Collected data entries »
_____

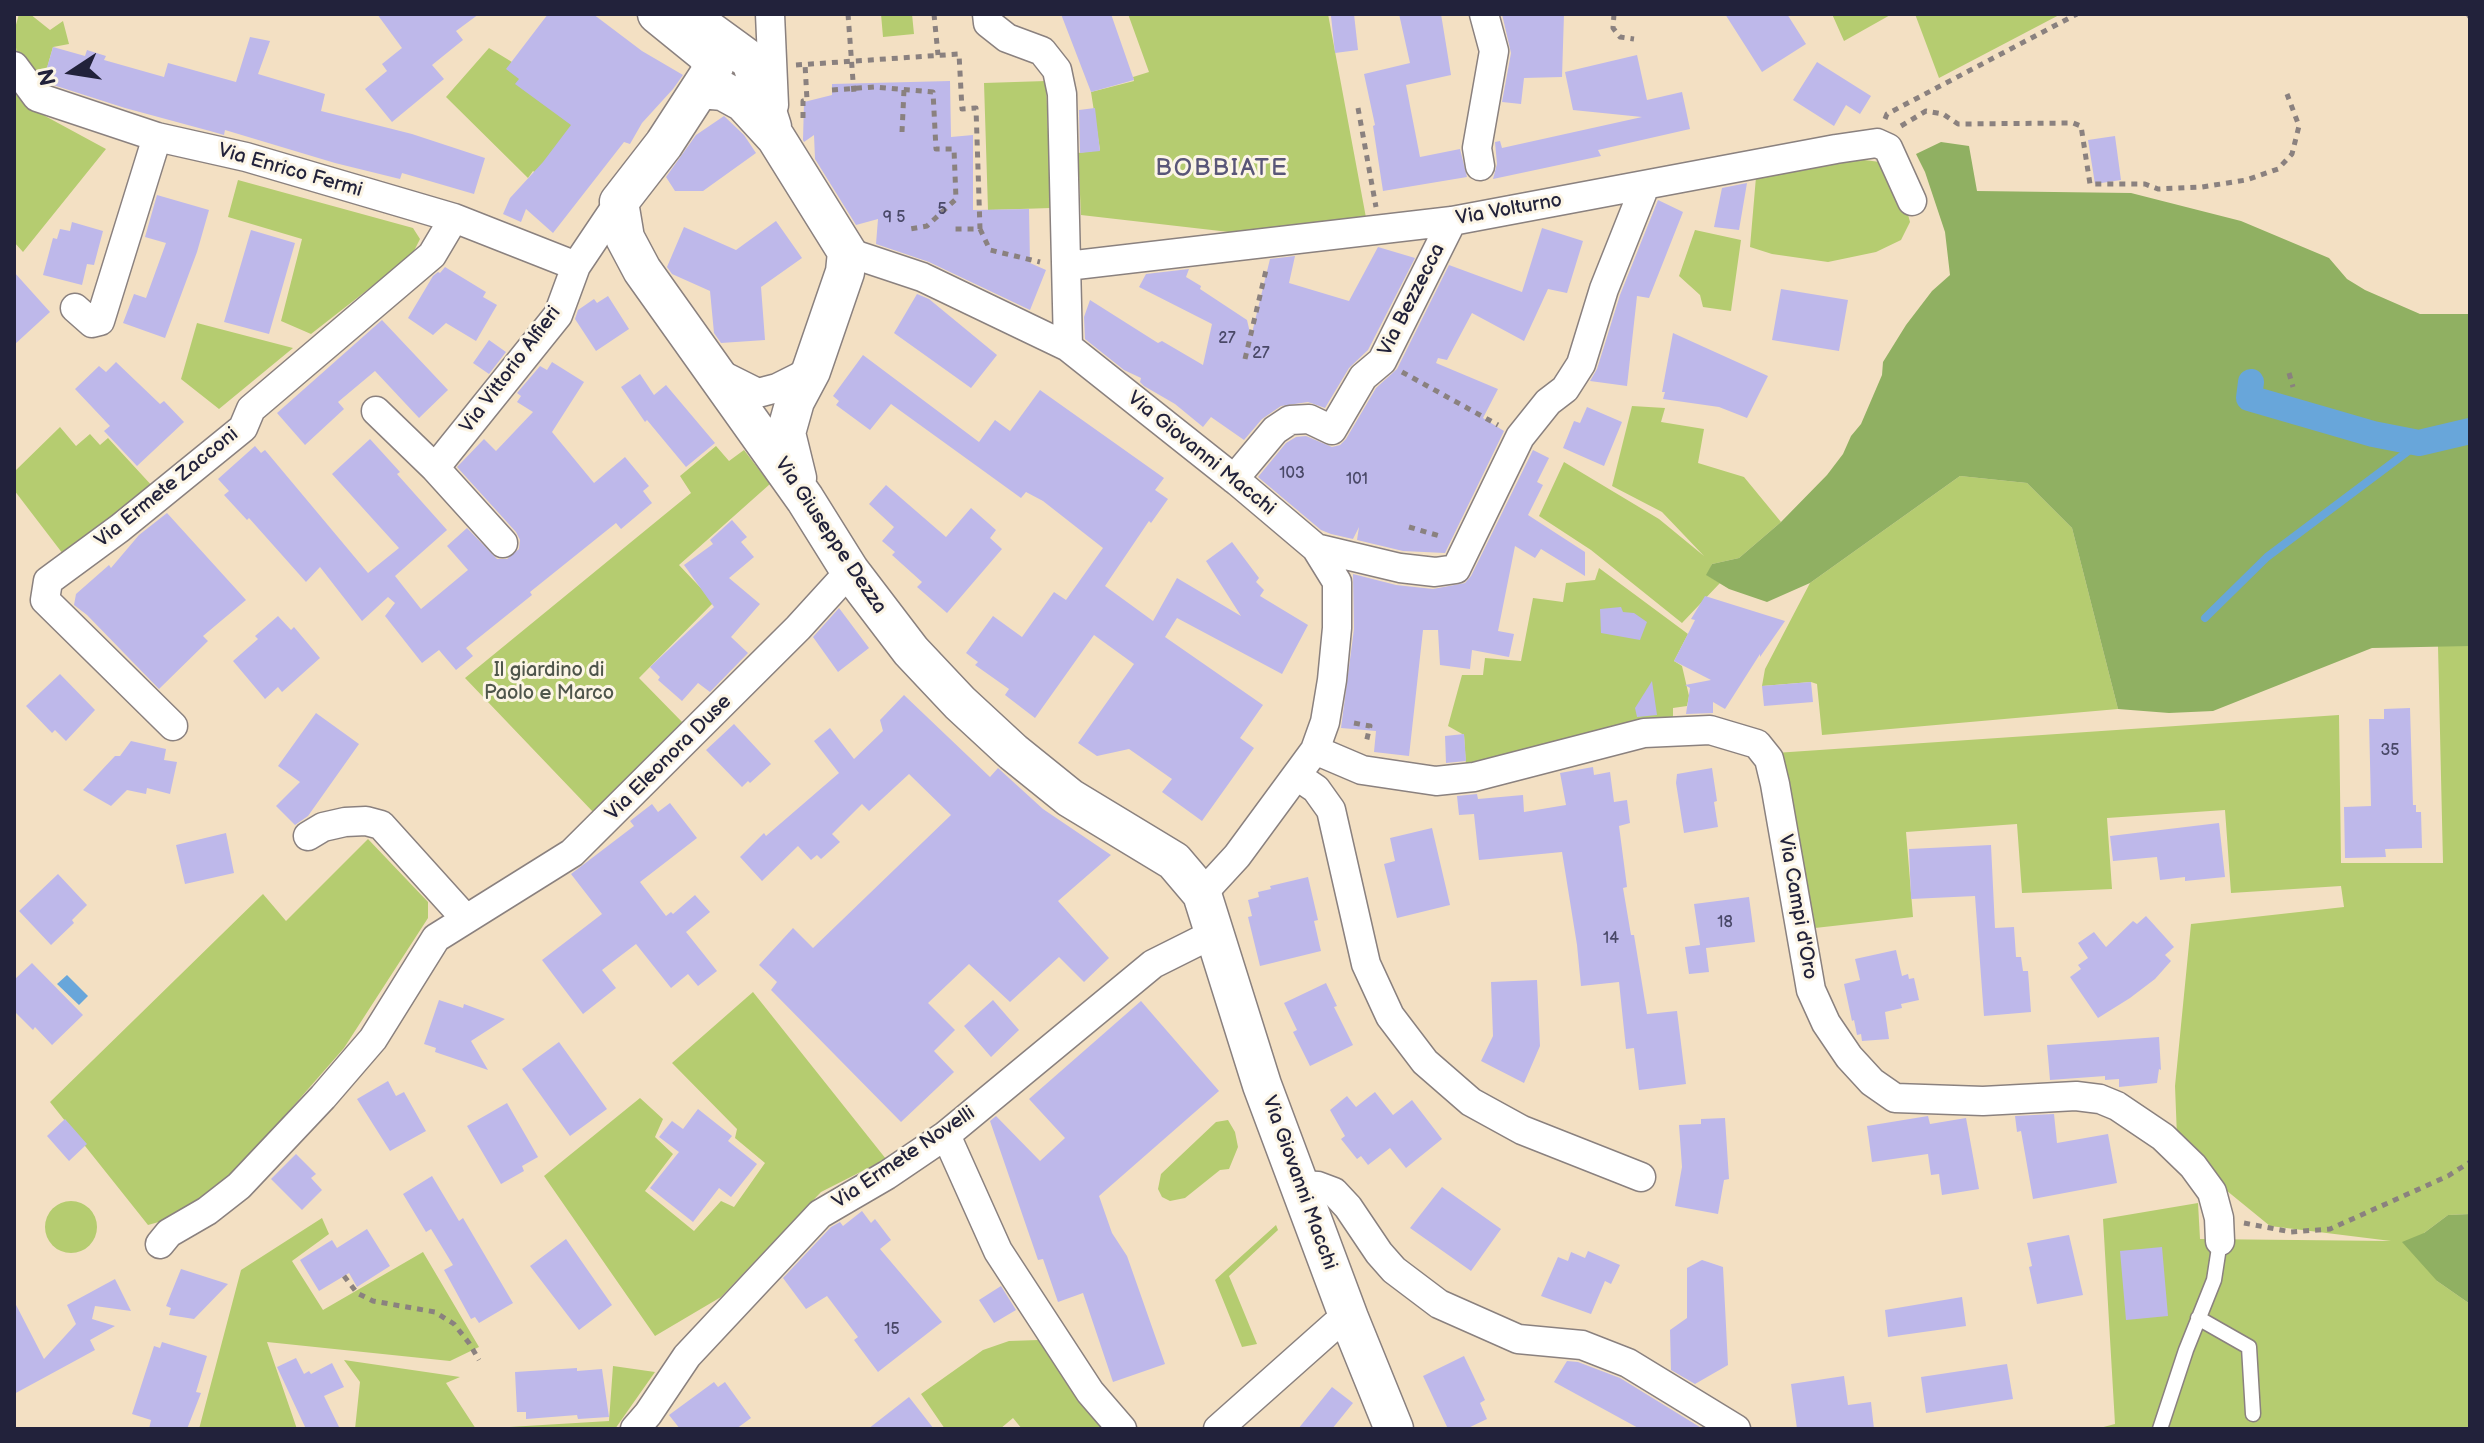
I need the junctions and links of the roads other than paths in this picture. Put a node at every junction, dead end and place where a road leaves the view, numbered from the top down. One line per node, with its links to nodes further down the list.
1 (657, 14): 7 (street)
2 (685, 14): 8 (street)
3 (770, 14): 8 (street)
4 (987, 14): 18 (street)
5 (1484, 14): 13 (street)
6 (14, 66): 9 (street, Via Enrico Fermi)
7 (707, 78): 8 (street); 12 (street)
8 (789, 134): 16 (street)
9 (157, 137): 14 (street, Via Enrico Fermi); 20 (street)
10 (1645, 186): 11 (street, Via Volturno); 13 (street, Via Volturno); 29 (street)
11 (1912, 201)
12 (619, 202): 17 (street, Via Giuseppe Dezza); 19 (street, Via Vittorio Alfieri)
13 (1489, 213): 15 (street, Via Volturno)
14 (454, 218): 19 (street, Via Enrico Fermi); 31 (street, Via Ermete Zacconi)
15 (1452, 221): 18 (street, Via Volturno); 26 (street, Via Bezzecca)
16 (847, 252): 21 (street, Via Giovanni Macchi); 22 (street)
17 (634, 254): 19 (street); 23 (street, Via Giuseppe Dezza)
18 (1054, 264): 21 (street)
19 (576, 266): 25 (street, Via Vittorio Alfieri)
20 (75, 308)
21 (1068, 347): 26 (street, Via Giovanni Macchi)
22 (811, 371): 23 (street); 27 (street)
23 (717, 373): 27 (street, Via Giuseppe Dezza)
24 (376, 411): 25 (street)
25 (435, 468): 28 (street)
26 (1234, 479): 29 (street, Via Giovanni Macchi)
27 (805, 499): 30 (street, Via Giuseppe Dezza)
28 (503, 543)
29 (1316, 548): 32 (street, Via Giovanni Macchi)
30 (850, 571): 37 (street, Via Giuseppe Dezza); 38 (street, Via Eleonora Duse)
31 (173, 726)
32 (1315, 750): 33 (street, Via Campi d'Oro); 34 (street, Via Giovanni Macchi)
33 (1347, 764): 35 (street); 43 (street, Via Campi d'Oro)
34 (1297, 776): 35 (street); 37 (street, Via Giovanni Macchi)
35 (1331, 810): 41 (street)
36 (308, 836): 38 (street)
37 (1202, 894): 39 (street, Via Giuseppe Dezza)
38 (465, 918): 44 (street, Via Eleonora Duse)
39 (1215, 933): 40 (street, Via Ermete Novelli); 42 (street, Via Giovanni Macchi)
40 (946, 1135): 48 (street, Via Ermete Novelli); 49 (street)
41 (1641, 1177)
42 (1300, 1185): 45 (street, Via Giovanni Macchi); 52 (street)
43 (2220, 1230): 46 (lane)
44 (160, 1244)
45 (1349, 1318): 50 (street); 51 (street, Via Giovanni Macchi)
46 (2198, 1318): 47 (lane); 53 (lane)
47 (2253, 1414)
48 (647, 1424)
49 (1122, 1429)
50 (1218, 1429)
51 (1394, 1429)
52 (1736, 1429)
53 (2160, 1429)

_____

What is needed »
For the word "Giovanni", show every line of the entries that holds it.

Answer box »
16 (847, 252): 21 (street, Via Giovanni Macchi); 22 (street)
21 (1068, 347): 26 (street, Via Giovanni Macchi)
26 (1234, 479): 29 (street, Via Giovanni Macchi)
29 (1316, 548): 32 (street, Via Giovanni Macchi)
32 (1315, 750): 33 (street, Via Campi d'Oro); 34 (street, Via Giovanni Macchi)
34 (1297, 776): 35 (street); 37 (street, Via Giovanni Macchi)
39 (1215, 933): 40 (street, Via Ermete Novelli); 42 (street, Via Giovanni Macchi)
42 (1300, 1185): 45 (street, Via Giovanni Macchi); 52 (street)
45 (1349, 1318): 50 (street); 51 (street, Via Giovanni Macchi)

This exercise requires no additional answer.